Go line by line through the records and tally those that include "label". Respond with the tally only.
───── Records provided
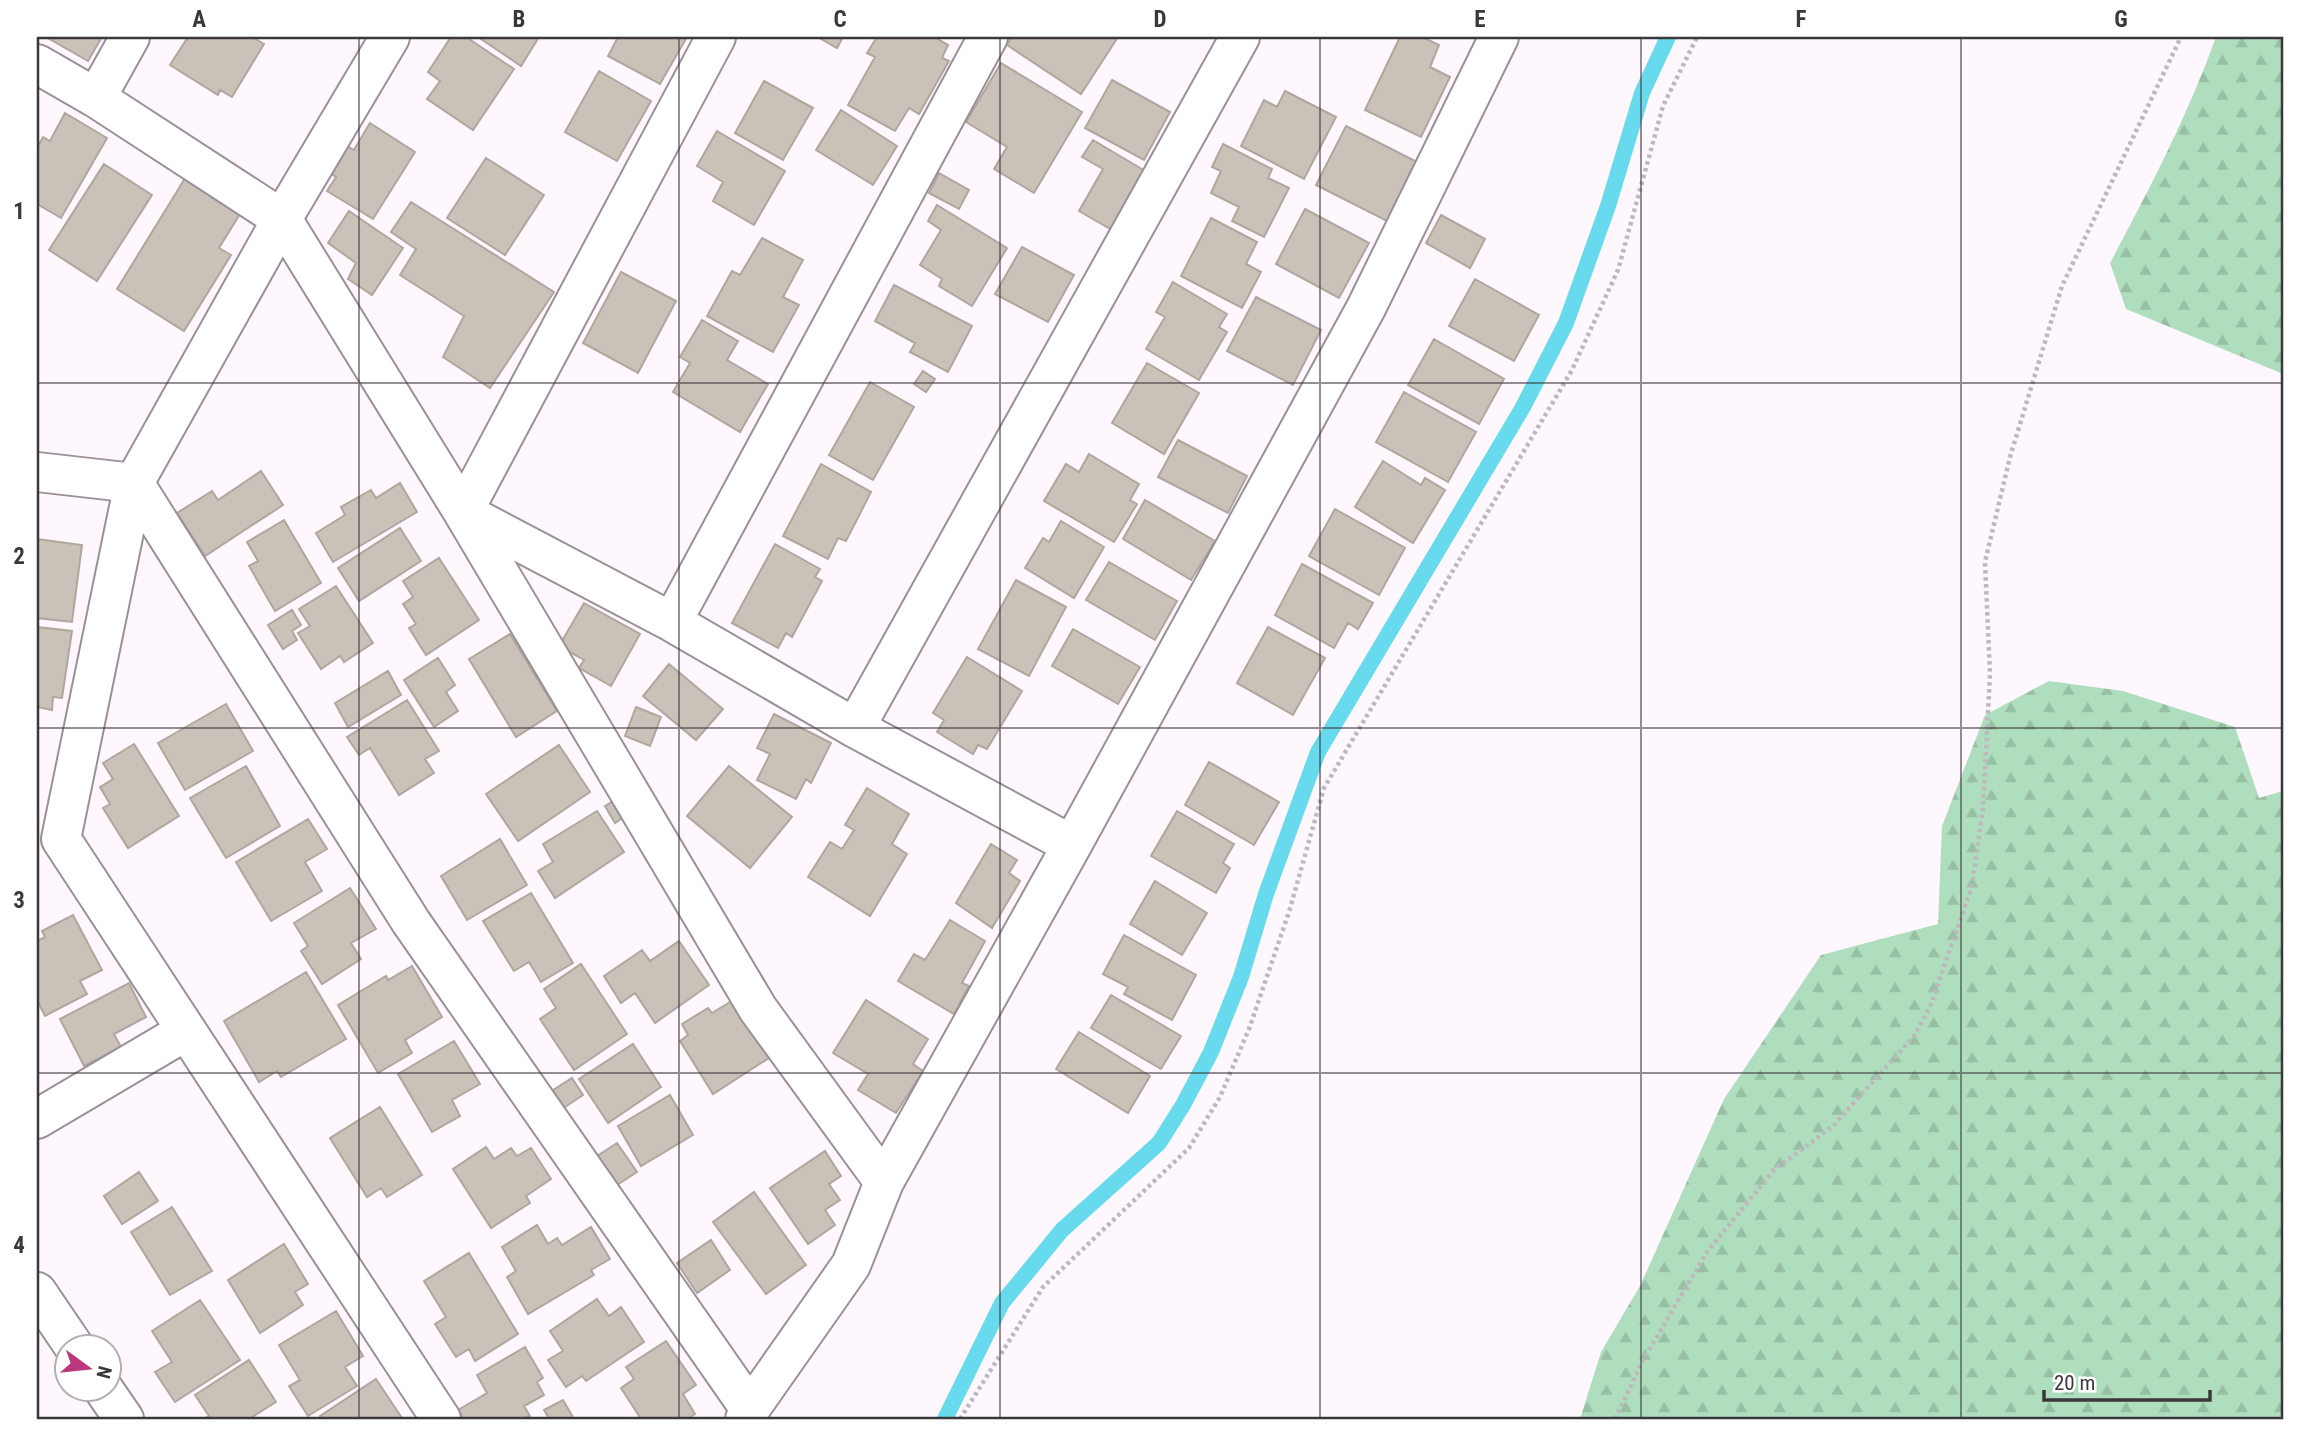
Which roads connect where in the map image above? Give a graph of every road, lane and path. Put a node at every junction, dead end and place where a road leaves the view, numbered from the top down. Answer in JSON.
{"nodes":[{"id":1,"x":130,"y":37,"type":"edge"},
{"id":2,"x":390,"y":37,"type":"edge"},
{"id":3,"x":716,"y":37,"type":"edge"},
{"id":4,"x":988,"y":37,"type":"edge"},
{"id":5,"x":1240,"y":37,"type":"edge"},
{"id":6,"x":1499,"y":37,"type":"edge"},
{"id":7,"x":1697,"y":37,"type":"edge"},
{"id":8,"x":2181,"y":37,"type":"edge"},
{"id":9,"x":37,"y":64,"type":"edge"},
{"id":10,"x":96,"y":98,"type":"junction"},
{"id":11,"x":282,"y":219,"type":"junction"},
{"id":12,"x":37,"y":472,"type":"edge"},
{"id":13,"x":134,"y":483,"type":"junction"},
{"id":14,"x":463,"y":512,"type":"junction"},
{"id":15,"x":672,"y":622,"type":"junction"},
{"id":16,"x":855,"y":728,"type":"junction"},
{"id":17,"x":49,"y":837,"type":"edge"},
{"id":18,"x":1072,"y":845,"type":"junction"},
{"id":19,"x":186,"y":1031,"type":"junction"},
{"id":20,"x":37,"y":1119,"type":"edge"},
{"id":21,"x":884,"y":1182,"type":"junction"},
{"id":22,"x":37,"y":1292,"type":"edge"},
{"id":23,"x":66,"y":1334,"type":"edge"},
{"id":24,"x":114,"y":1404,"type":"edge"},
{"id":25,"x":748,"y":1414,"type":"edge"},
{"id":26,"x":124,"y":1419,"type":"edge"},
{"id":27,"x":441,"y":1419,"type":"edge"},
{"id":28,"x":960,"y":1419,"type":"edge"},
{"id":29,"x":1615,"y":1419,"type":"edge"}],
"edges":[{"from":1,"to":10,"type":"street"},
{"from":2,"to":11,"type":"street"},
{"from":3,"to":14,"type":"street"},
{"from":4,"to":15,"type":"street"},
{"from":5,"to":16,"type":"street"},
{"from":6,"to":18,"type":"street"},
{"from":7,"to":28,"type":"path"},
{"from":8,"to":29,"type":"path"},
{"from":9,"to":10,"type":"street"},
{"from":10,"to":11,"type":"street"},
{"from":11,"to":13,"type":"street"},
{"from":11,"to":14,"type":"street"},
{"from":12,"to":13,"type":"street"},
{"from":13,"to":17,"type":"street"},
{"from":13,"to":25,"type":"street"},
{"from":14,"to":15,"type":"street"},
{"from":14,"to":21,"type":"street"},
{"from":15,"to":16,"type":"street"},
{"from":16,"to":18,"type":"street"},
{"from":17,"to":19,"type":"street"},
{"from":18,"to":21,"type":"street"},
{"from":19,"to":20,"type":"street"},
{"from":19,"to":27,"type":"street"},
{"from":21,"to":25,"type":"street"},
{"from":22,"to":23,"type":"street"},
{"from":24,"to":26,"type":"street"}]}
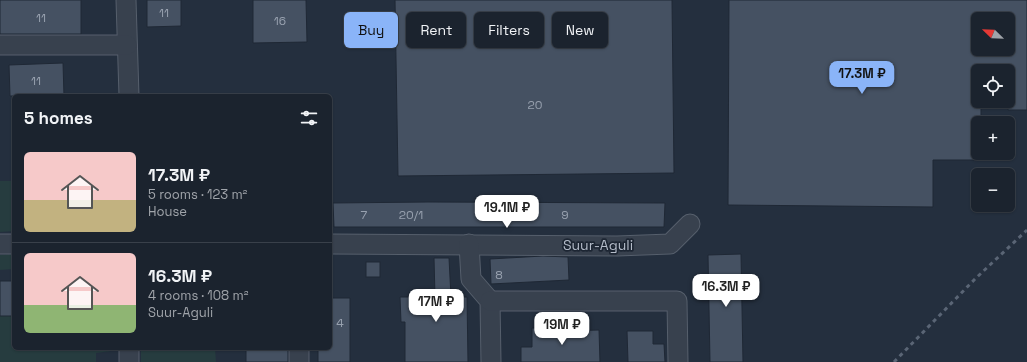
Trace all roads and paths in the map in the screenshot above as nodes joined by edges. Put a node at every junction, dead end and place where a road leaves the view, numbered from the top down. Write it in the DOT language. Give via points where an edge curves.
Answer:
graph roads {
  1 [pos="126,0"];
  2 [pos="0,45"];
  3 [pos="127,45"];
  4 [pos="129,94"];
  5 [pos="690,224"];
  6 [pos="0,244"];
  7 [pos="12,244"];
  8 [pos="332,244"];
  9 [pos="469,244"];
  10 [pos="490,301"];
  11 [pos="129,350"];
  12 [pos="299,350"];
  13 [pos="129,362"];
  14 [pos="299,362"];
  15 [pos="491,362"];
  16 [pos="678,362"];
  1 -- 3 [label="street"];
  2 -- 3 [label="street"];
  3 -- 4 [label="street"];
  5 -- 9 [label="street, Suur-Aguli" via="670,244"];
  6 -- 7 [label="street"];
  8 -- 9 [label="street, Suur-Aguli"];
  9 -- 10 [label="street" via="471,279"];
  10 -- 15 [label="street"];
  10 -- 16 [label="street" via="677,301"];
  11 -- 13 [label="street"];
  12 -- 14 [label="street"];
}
──────────
▶ _Solution below_
11